-- WORK ITEM --
Work through the data below and give the number of lines holding the word "Monte", without any other text.

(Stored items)
================
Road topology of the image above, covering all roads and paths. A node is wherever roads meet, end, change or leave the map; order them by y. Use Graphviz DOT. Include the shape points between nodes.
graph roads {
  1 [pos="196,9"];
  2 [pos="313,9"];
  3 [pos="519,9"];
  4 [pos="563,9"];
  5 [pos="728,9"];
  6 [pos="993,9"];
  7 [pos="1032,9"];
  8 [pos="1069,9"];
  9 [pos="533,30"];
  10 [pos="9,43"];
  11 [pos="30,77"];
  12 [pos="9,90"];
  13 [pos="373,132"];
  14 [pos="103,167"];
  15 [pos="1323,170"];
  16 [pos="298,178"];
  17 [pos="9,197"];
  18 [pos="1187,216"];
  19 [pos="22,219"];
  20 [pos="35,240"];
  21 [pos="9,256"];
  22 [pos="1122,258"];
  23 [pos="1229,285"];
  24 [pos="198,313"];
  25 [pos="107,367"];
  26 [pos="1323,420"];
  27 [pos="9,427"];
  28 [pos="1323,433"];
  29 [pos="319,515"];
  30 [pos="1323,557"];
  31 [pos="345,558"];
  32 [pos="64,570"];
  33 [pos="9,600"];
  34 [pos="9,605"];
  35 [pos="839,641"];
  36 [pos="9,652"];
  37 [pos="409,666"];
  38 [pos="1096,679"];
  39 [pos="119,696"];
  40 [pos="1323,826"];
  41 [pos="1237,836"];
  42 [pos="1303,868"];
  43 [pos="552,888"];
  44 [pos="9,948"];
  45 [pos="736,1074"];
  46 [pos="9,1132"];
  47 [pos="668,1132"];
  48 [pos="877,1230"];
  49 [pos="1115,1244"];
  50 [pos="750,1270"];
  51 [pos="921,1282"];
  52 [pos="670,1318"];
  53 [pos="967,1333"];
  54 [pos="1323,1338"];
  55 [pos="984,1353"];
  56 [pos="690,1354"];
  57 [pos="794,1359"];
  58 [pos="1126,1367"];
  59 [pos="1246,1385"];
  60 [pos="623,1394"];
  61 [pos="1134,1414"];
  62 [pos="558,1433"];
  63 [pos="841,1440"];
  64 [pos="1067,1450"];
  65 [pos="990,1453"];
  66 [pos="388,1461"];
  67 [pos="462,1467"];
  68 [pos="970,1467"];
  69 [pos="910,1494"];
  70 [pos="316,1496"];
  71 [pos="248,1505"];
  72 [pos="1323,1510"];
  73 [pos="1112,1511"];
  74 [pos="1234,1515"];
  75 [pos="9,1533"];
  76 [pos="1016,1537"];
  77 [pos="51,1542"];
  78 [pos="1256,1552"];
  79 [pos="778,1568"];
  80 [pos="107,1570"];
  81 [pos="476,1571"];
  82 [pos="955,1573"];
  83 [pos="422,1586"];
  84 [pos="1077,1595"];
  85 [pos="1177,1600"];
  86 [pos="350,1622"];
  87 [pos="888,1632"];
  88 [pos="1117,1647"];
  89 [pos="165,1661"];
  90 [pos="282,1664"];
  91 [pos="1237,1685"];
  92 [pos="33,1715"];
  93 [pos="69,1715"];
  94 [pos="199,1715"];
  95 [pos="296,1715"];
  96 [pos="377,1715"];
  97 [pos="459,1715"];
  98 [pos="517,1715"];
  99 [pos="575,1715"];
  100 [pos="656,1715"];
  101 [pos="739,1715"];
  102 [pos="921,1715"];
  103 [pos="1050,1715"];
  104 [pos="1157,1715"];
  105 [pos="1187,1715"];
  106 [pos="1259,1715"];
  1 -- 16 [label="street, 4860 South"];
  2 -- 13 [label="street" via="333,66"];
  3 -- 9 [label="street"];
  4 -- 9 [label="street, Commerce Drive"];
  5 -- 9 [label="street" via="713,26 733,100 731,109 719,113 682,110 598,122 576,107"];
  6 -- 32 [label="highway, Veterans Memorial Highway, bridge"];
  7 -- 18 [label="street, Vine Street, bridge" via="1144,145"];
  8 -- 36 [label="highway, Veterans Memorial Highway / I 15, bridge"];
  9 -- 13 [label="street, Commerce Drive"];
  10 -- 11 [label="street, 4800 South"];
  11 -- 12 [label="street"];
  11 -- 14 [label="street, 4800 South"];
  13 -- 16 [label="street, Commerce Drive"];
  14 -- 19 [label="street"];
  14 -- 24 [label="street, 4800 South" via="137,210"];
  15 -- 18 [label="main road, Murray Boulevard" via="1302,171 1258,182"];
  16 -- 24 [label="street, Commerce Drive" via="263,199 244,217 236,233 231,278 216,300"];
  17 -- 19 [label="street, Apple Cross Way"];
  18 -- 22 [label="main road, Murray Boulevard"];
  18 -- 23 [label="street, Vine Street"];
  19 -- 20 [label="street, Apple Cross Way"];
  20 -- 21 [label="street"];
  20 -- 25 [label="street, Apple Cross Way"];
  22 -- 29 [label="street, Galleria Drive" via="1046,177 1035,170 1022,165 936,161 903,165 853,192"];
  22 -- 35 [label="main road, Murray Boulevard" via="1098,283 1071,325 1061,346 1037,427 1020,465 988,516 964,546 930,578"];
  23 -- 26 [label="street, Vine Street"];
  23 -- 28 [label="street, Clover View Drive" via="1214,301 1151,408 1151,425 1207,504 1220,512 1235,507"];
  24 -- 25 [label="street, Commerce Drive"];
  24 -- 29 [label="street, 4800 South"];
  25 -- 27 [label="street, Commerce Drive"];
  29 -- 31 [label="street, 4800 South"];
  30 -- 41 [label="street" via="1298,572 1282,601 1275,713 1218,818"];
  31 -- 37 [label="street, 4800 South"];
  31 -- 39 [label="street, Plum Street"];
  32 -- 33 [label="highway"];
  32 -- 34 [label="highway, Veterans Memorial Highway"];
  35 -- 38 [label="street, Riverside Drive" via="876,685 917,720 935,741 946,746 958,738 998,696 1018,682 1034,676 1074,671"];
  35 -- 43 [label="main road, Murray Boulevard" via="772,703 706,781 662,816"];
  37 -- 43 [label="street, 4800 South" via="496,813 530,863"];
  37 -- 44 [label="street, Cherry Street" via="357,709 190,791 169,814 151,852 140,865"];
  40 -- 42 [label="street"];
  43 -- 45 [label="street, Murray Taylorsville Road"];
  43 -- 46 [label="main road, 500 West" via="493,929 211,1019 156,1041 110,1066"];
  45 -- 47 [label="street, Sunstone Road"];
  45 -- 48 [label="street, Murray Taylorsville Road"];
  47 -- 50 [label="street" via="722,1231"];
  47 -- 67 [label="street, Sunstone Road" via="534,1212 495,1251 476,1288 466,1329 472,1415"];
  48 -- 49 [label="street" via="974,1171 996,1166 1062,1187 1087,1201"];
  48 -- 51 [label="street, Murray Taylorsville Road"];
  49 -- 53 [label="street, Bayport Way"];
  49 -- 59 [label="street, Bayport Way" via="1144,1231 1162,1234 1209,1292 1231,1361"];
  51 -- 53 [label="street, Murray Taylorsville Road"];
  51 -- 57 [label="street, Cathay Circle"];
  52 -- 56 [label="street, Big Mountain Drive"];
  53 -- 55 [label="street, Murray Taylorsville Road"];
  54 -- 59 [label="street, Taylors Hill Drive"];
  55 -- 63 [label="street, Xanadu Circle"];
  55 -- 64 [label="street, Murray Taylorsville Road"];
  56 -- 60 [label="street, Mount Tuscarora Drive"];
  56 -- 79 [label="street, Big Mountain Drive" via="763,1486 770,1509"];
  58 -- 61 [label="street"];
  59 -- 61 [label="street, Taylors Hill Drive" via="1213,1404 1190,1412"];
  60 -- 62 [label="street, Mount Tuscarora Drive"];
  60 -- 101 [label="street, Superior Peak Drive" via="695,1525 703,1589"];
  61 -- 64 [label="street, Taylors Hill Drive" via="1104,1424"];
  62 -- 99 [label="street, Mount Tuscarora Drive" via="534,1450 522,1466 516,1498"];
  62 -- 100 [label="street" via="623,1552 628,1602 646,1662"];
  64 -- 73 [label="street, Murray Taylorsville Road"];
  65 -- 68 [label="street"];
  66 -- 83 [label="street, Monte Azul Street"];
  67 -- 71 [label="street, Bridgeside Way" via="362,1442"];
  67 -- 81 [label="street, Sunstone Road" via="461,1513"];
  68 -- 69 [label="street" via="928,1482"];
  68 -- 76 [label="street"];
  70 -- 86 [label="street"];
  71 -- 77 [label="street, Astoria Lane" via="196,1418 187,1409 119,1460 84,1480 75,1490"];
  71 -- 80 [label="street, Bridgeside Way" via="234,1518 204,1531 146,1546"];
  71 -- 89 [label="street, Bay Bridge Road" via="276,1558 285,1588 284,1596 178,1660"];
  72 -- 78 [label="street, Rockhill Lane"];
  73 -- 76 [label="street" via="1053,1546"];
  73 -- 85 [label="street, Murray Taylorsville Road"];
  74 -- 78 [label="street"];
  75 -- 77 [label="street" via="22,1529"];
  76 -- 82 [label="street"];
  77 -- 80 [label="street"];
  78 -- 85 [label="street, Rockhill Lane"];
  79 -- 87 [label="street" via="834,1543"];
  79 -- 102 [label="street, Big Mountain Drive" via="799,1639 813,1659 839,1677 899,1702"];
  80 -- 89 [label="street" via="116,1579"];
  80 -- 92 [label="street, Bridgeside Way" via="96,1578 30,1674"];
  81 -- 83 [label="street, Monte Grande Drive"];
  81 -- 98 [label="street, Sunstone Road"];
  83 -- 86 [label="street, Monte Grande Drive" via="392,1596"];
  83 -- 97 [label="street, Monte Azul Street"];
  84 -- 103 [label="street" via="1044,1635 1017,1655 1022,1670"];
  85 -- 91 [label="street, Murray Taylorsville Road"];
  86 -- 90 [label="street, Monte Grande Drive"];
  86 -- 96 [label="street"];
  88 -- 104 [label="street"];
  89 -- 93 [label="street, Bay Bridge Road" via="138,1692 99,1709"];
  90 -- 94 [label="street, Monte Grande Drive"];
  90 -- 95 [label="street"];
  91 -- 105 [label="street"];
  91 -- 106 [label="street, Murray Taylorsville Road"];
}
================
-- SOLUTION --
6